Tragedia Germanwings, ultime notizie: le indagini sul passato di Andreas Lubitz

Perquisizioni a casa Lubitz. Il suo passato al setaccio alla disperata ricerca di un perché...

Il profilo di Andreas Lubitz, autore lucido della strage aerea di martedì sulle Alpi francesi, si sta delineando col passare delle ore anche se resta sempre aperta la domanda sul perché del tragico gesto. Nella giornata di ieri – oltre alla conferenza stampa tenuta dal procuratore Brice Robin di Marsiglia – si sono svolti anche dei sopralluoghi nella casa in cui viveva con i genitori, a Montabaur, distante circa 20 minuti dall’aeroporto di Colonia.

Gli inquirenti (messa in sicurezza la famiglia del copilota) hanno definito “interessanti” alcuni oggetti prelevati per le indagini, tra cui lo stesso computer di Andreas, alla ricerca disperata di indizi sulla sua personalità, sul suo stato psicofisico negli ultimi tempi e quanto possa giustificare lo schianto pilotato di tre giorni fa.

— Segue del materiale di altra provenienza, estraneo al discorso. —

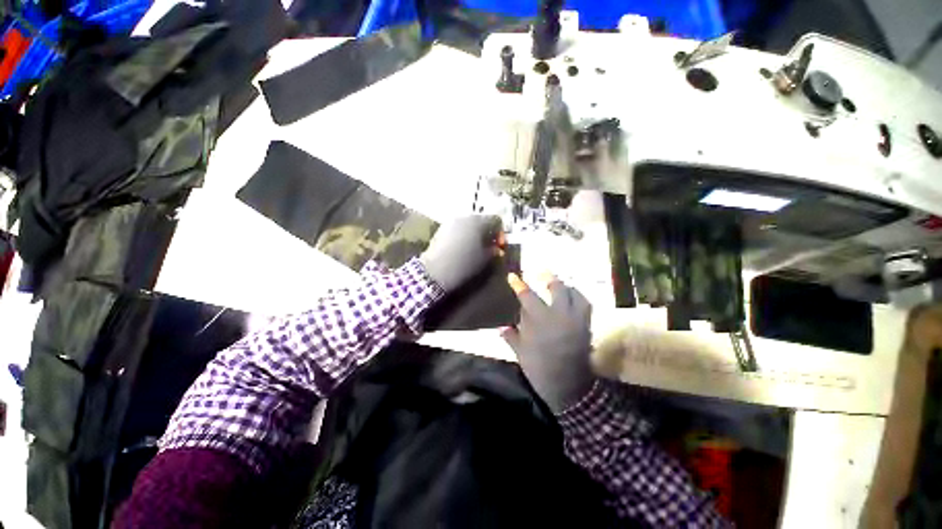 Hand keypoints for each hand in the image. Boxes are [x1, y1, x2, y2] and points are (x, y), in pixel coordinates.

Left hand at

Gli inquirenti prelevano il computer di Lubitz dalla casa dei suoi genitori

Gli inquirenti prelevano il computer di Lubitz dalla casa dei suoi genitori

Lo choc
La Germania paga il tributo maggiore ed è sotto choc. Le vittime tedesche sono superiori anche se di poco a quelle spagnole, destini spezzati per l’insano gesto di un loro connazionale e la compagnia coinvolta, tedesca, è la più importante e leader in Europa. Deve fare luce e, con le altre compagnie, trovare nuove risposte sulla sicurezza, mentre il mondo chiede ripetutamente chi fosse Andreas, che nel suo Paese d’origine hanno già ribattezzato Amokpiloten, il pilota pazzo.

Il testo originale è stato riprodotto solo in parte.